▶ WHAT YOU ARE ASKED TO DO:
From the line with "index mcp: (604, 344)" through the final line, please write out the listing exactly, including both of those lines.

BEGIN SUPPLIED RECORDS

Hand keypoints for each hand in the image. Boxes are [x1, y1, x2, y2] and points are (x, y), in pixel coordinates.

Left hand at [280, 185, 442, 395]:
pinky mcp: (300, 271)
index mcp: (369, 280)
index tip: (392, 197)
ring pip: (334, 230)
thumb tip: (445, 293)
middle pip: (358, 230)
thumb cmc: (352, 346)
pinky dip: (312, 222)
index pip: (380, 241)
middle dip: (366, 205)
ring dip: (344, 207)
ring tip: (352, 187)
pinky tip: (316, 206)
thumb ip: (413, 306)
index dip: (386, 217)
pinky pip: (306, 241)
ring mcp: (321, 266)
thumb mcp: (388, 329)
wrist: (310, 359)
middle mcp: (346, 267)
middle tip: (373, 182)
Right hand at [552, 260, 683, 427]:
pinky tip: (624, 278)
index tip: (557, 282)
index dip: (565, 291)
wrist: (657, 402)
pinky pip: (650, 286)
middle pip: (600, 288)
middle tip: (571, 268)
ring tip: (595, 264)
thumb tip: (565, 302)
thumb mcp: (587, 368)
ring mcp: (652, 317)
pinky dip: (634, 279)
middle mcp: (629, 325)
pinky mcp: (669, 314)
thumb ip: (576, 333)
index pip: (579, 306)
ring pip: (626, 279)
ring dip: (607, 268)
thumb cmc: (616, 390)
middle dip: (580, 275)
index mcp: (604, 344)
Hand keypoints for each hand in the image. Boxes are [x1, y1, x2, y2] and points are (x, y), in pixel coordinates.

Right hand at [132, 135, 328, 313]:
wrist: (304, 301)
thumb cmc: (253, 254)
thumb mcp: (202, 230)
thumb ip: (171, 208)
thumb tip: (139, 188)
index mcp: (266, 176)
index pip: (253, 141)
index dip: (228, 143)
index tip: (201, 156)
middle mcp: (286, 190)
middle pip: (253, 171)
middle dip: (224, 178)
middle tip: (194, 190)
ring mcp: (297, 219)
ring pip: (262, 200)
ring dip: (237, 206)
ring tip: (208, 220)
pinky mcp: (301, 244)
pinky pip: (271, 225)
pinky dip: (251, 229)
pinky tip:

END SUPPLIED RECORDS

▶ WRITTEN REPLY:
index mcp: (604, 344)
Hand keypoints for each hand in the image. Boxes are [x1, y1, x2, y2] and points are (x, y), in pixel coordinates.

Right hand at [132, 135, 328, 313]:
wrist: (304, 301)
thumb cmc: (253, 254)
thumb mcp: (202, 230)
thumb ip: (171, 208)
thumb tip: (139, 188)
index mcp: (266, 176)
index pip: (253, 141)
index dip: (228, 143)
index tip: (201, 156)
middle mcp: (286, 190)
middle pip: (253, 171)
middle dip: (224, 178)
middle tip: (194, 190)
ring mcp: (297, 219)
ring pip: (262, 200)
ring dip: (237, 206)
ring tip: (208, 220)
pinky mcp: (301, 244)
pinky pip: (271, 225)
pinky dip: (251, 229)
pinky tip:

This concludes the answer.